* _TASK_: Output every line below exactly, please, omitting pictures.

* _PROVIDED MATERIAL_:
▶

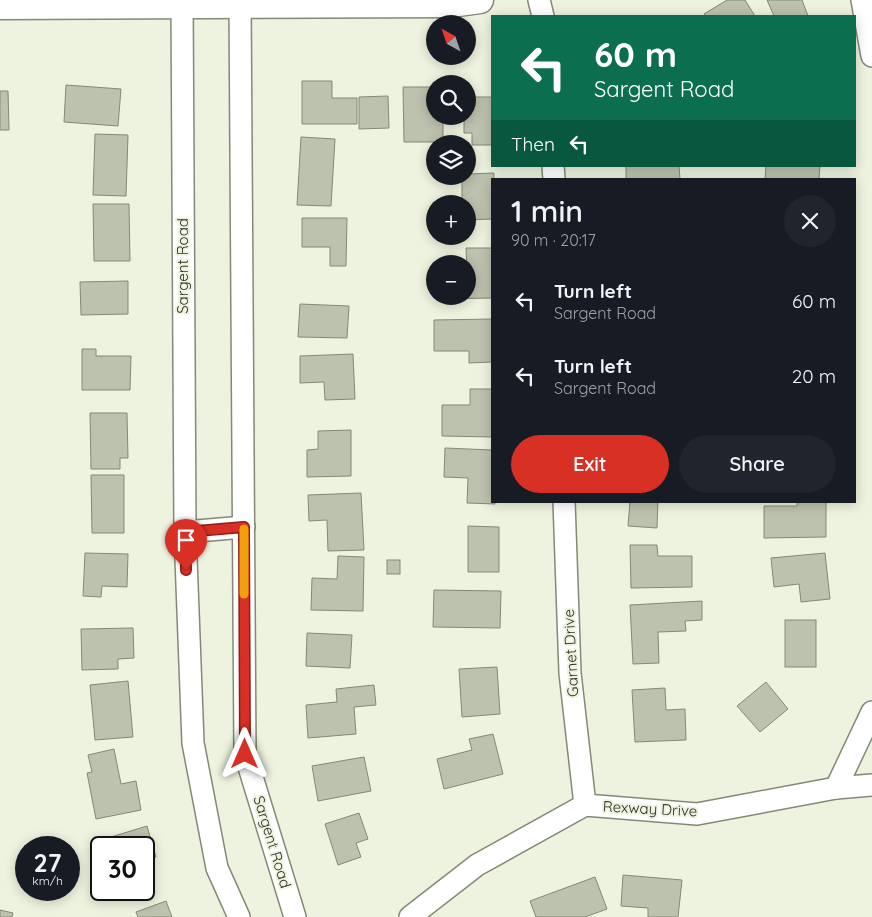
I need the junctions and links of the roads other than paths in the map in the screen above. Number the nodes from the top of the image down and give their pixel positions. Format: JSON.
{"nodes":[{"id":1,"x":480,"y":0,"type":"edge"},
{"id":2,"x":539,"y":0,"type":"edge"},
{"id":3,"x":862,"y":0,"type":"edge"},
{"id":4,"x":182,"y":3,"type":"edge"},
{"id":5,"x":240,"y":3,"type":"edge"},
{"id":6,"x":0,"y":6,"type":"edge"},
{"id":7,"x":543,"y":15,"type":"edge"},
{"id":8,"x":872,"y":56,"type":"edge"},
{"id":9,"x":564,"y":503,"type":"edge"},
{"id":10,"x":244,"y":527,"type":"junction"},
{"id":11,"x":185,"y":532,"type":"junction"},
{"id":12,"x":872,"y":712,"type":"edge"},
{"id":13,"x":872,"y":785,"type":"edge"},
{"id":14,"x":836,"y":788,"type":"junction"},
{"id":15,"x":586,"y":805,"type":"junction"},
{"id":16,"x":239,"y":917,"type":"edge"},
{"id":17,"x":295,"y":917,"type":"edge"},
{"id":18,"x":410,"y":917,"type":"edge"}],
"edges":[{"from":1,"to":5,"type":"street"},
{"from":2,"to":7,"type":"street"},
{"from":3,"to":8,"type":"street"},
{"from":4,"to":5,"type":"street"},
{"from":4,"to":6,"type":"street"},
{"from":4,"to":11,"type":"street","name":"Sargent Road"},
{"from":5,"to":10,"type":"street","name":"Sargent Road"},
{"from":9,"to":15,"type":"street","name":"Garnet Drive"},
{"from":10,"to":11,"type":"street"},
{"from":10,"to":17,"type":"street","name":"Sargent Road"},
{"from":11,"to":16,"type":"street","name":"Sargent Road"},
{"from":12,"to":14,"type":"street"},
{"from":13,"to":14,"type":"street","name":"Rexway Drive"},
{"from":14,"to":15,"type":"street","name":"Rexway Drive"},
{"from":15,"to":18,"type":"street","name":"Rexway Drive"}]}
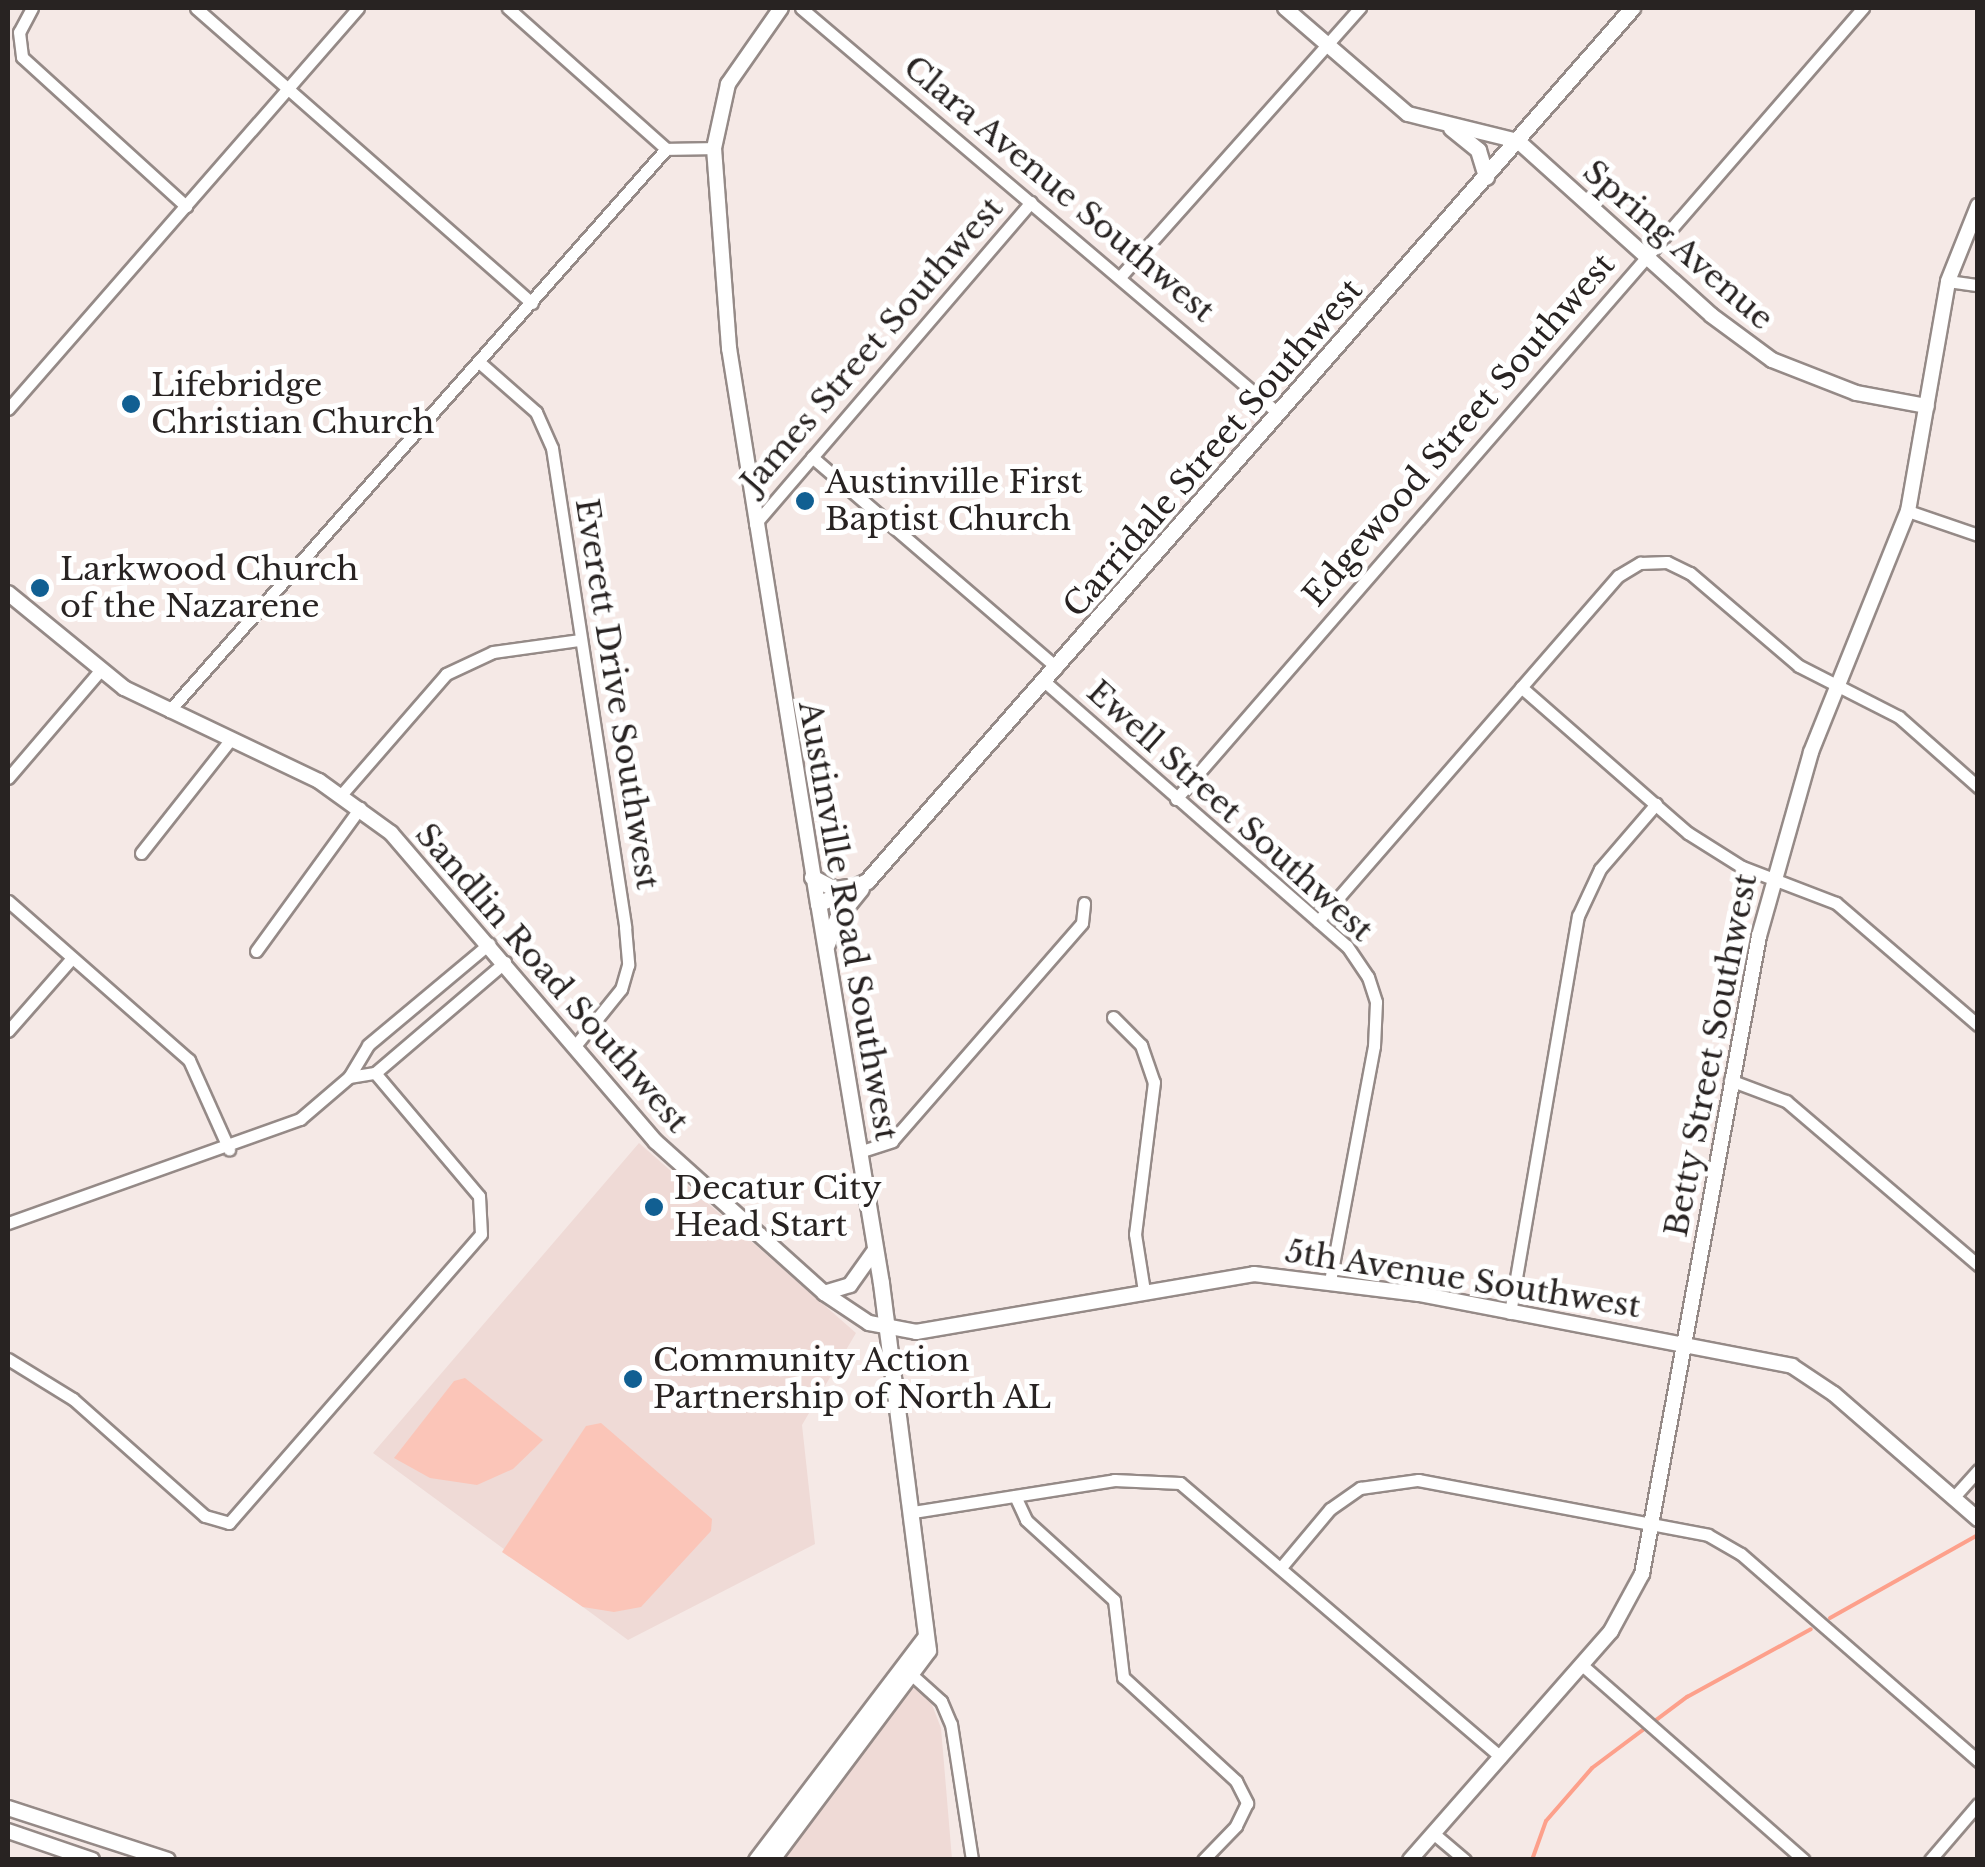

◀

* _WRITTEN RESPONSE_:
I need the junctions and links of the roads other than paths in the map in the screen above. Number the nodes from the top of the image down and give their pixel positions. Format: JSON.
{"nodes":[{"id":1,"x":480,"y":0,"type":"edge"},
{"id":2,"x":539,"y":0,"type":"edge"},
{"id":3,"x":862,"y":0,"type":"edge"},
{"id":4,"x":182,"y":3,"type":"edge"},
{"id":5,"x":240,"y":3,"type":"edge"},
{"id":6,"x":0,"y":6,"type":"edge"},
{"id":7,"x":543,"y":15,"type":"edge"},
{"id":8,"x":872,"y":56,"type":"edge"},
{"id":9,"x":564,"y":503,"type":"edge"},
{"id":10,"x":244,"y":527,"type":"junction"},
{"id":11,"x":185,"y":532,"type":"junction"},
{"id":12,"x":872,"y":712,"type":"edge"},
{"id":13,"x":872,"y":785,"type":"edge"},
{"id":14,"x":836,"y":788,"type":"junction"},
{"id":15,"x":586,"y":805,"type":"junction"},
{"id":16,"x":239,"y":917,"type":"edge"},
{"id":17,"x":295,"y":917,"type":"edge"},
{"id":18,"x":410,"y":917,"type":"edge"}],
"edges":[{"from":1,"to":5,"type":"street"},
{"from":2,"to":7,"type":"street"},
{"from":3,"to":8,"type":"street"},
{"from":4,"to":5,"type":"street"},
{"from":4,"to":6,"type":"street"},
{"from":4,"to":11,"type":"street","name":"Sargent Road"},
{"from":5,"to":10,"type":"street","name":"Sargent Road"},
{"from":9,"to":15,"type":"street","name":"Garnet Drive"},
{"from":10,"to":11,"type":"street"},
{"from":10,"to":17,"type":"street","name":"Sargent Road"},
{"from":11,"to":16,"type":"street","name":"Sargent Road"},
{"from":12,"to":14,"type":"street"},
{"from":13,"to":14,"type":"street","name":"Rexway Drive"},
{"from":14,"to":15,"type":"street","name":"Rexway Drive"},
{"from":15,"to":18,"type":"street","name":"Rexway Drive"}]}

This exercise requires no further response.